As this Court noted in its Memorandum Opinion of January 22, 2020 (ECF No. 139), the basic allegation in this punitive class action is that the Defendants Under Armour, Inc. ("Under Armour") and its former Chief Executive Officer Kevin Plank ("Plank") (collectively "Defendants") misrepresented the level of demand for Under Armour products. Previously, this Court has dismissed Plaintiffs’ claims under Sections 10(b), 20(a), and 20A of the Securities Exchange Act of 1934 ("Exchange Act"), as well as Sections 11 and 15 of the Securities Act of 1933 ("Securities Act"). Nevertheless, during the pendency of an appeal to the United States Court of Appeals for the Fourth Circuit (ECF No. 102), the Wall Street Journal published two articles reporting that Under Armour was the subject of investigations by the Securities and Exchange Commission ("SEC"). Based on this new evidence, this Court conducted a hearing and ultimately granted a Motion for Relief from its earlier rulings upon a remand from the United States Court of Appeals for the Fourth Circuit. (ECF No. 140.) The Fourth Circuit accordingly remanded this case. (ECF No. 145.) After having reviewed the submissions of the parties and heard argument of counsel during a telephonic hearing on September 14, 2020, this Court granted motions for consolidation and allowed the filing of a Third Amended Complaint. (ECF No. 150.)

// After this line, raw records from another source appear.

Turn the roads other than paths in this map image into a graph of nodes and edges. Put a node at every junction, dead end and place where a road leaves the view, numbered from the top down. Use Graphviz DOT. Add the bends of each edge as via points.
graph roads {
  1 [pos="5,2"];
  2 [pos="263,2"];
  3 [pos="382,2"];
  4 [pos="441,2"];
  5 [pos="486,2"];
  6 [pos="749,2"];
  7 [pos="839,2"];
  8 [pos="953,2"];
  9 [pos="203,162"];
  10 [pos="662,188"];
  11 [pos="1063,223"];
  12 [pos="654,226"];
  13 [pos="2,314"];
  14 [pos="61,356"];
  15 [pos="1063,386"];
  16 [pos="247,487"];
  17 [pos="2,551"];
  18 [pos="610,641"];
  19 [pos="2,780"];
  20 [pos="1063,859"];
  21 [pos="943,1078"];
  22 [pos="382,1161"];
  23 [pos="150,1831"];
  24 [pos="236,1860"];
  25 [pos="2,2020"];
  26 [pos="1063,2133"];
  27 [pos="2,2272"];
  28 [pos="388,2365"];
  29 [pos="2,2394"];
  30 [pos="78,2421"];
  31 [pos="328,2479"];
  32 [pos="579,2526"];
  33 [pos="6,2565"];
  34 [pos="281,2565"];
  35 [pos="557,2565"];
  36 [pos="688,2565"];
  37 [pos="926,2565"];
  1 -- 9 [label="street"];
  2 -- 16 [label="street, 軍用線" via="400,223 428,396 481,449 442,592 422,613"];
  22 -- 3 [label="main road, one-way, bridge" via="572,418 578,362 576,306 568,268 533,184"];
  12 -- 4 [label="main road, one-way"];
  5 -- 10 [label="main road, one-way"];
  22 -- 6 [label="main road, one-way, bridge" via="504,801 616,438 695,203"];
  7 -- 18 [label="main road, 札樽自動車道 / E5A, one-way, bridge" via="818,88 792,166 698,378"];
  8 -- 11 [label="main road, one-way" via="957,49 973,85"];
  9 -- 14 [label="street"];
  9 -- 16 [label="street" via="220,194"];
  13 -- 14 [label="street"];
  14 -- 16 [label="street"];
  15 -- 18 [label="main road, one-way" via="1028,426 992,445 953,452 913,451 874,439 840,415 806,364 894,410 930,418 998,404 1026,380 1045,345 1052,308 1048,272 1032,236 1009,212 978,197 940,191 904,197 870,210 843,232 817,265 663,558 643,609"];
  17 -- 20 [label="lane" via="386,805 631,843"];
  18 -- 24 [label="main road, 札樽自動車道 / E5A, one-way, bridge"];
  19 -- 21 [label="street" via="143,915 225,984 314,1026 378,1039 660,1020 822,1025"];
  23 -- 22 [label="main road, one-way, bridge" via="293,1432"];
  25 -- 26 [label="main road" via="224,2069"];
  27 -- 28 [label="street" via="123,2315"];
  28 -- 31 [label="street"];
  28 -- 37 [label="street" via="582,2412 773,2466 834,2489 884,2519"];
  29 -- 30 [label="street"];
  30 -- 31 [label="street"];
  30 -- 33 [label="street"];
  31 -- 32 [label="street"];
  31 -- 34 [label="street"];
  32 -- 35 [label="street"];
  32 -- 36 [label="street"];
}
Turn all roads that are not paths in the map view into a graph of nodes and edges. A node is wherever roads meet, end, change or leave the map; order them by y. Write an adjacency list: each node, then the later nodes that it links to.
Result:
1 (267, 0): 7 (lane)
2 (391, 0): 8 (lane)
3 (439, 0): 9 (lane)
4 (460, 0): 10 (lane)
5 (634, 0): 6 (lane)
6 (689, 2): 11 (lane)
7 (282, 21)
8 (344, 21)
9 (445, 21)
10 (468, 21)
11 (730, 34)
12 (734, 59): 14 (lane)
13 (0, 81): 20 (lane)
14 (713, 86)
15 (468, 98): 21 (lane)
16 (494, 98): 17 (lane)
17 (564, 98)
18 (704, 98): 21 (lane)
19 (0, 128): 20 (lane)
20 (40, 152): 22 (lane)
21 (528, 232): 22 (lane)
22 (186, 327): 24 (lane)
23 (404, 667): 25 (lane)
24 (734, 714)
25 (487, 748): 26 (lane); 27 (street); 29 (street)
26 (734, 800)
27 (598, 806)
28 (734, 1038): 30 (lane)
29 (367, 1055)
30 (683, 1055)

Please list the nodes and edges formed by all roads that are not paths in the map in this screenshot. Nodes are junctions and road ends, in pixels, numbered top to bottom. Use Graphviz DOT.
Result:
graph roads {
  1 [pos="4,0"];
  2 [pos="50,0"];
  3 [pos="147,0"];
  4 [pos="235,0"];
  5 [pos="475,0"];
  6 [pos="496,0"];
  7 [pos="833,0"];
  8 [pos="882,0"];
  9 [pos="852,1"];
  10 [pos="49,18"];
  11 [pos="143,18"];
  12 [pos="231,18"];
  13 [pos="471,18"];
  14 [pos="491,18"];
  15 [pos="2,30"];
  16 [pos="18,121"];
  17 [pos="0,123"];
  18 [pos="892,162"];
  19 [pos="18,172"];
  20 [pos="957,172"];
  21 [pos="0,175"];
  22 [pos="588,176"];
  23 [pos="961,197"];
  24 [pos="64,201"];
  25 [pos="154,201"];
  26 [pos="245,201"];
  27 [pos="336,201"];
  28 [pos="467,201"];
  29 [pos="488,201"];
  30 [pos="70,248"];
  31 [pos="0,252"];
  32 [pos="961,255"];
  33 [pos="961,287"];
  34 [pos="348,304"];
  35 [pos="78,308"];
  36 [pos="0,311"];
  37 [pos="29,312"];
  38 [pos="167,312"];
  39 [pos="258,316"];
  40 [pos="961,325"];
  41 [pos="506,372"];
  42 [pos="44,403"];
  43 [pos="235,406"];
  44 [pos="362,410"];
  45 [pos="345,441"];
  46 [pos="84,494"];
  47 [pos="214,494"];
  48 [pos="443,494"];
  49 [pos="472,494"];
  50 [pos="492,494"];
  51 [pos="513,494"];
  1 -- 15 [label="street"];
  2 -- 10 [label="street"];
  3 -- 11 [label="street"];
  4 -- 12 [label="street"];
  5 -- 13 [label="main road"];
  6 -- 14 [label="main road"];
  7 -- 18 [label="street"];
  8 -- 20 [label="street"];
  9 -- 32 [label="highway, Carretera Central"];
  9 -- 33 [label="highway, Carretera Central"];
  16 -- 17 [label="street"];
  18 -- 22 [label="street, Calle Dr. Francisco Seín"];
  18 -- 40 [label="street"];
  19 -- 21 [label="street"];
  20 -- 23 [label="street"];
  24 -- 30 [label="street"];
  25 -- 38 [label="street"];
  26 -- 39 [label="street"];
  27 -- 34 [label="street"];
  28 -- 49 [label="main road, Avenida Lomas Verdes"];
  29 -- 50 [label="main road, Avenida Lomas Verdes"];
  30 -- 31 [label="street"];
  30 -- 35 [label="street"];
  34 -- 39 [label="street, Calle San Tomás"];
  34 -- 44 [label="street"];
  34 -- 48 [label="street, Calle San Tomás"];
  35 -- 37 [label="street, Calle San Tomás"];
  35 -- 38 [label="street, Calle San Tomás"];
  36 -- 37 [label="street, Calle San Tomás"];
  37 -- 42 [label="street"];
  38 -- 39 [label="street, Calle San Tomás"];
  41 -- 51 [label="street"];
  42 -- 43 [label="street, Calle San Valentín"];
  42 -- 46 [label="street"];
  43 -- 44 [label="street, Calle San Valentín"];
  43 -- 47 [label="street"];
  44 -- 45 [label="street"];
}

Accordingly, on October 14, 2020, Lead Plaintiff Aberdeen City Council as Administrating Authority for the North East Scotland Pension Fund ("Aberdeen" or "Lead Plaintiff") and Plaintiffs Monroe County Employees’ Retirement System and KBC Asset Management (collectively, "Plaintiffs") filed the Consolidated Third Amended Complaint for violations of the federal securities laws ("TAC") against Defendants Under Armour and Plank. (ECF No. 153.) On December 4, 2020, the Defendants filed a Motion to Dismiss (ECF No. 159), to which the Plaintiffs filed a response in opposition (ECF No. 160). On May 3, 2021, while that motion remained pending, the SEC entered an Order instituting cease-and-desist proceedings against Under Armour for violations of various federal securities laws and ordering Under Armour to pay a $9,000,000 civil penalty. (See ECF Nos. 171, 172.) The Plaintiffs have aptly noted authority of this Court to take judicial notice of the SEC Order in its consideration of the pending Motion to Dismiss (ECF No. 159). (See ECF No. 172.)
The parties’ submissions have been reviewed and no hearing is necessary. See Local Rule 105.6 (D. Md. 2018). For the reasons that follow, this Court is satisfied that taking judicial notice of the SEC's Order in this case is appropriate. The Plaintiffs’ allegations in the TAC, read in light of and in combination with the allegations set forth in the SEC's Order, adequately allege violations of federal securities laws. Accordingly, the Defendants’ Motion to Dismiss (ECF No. 159) is DENIED.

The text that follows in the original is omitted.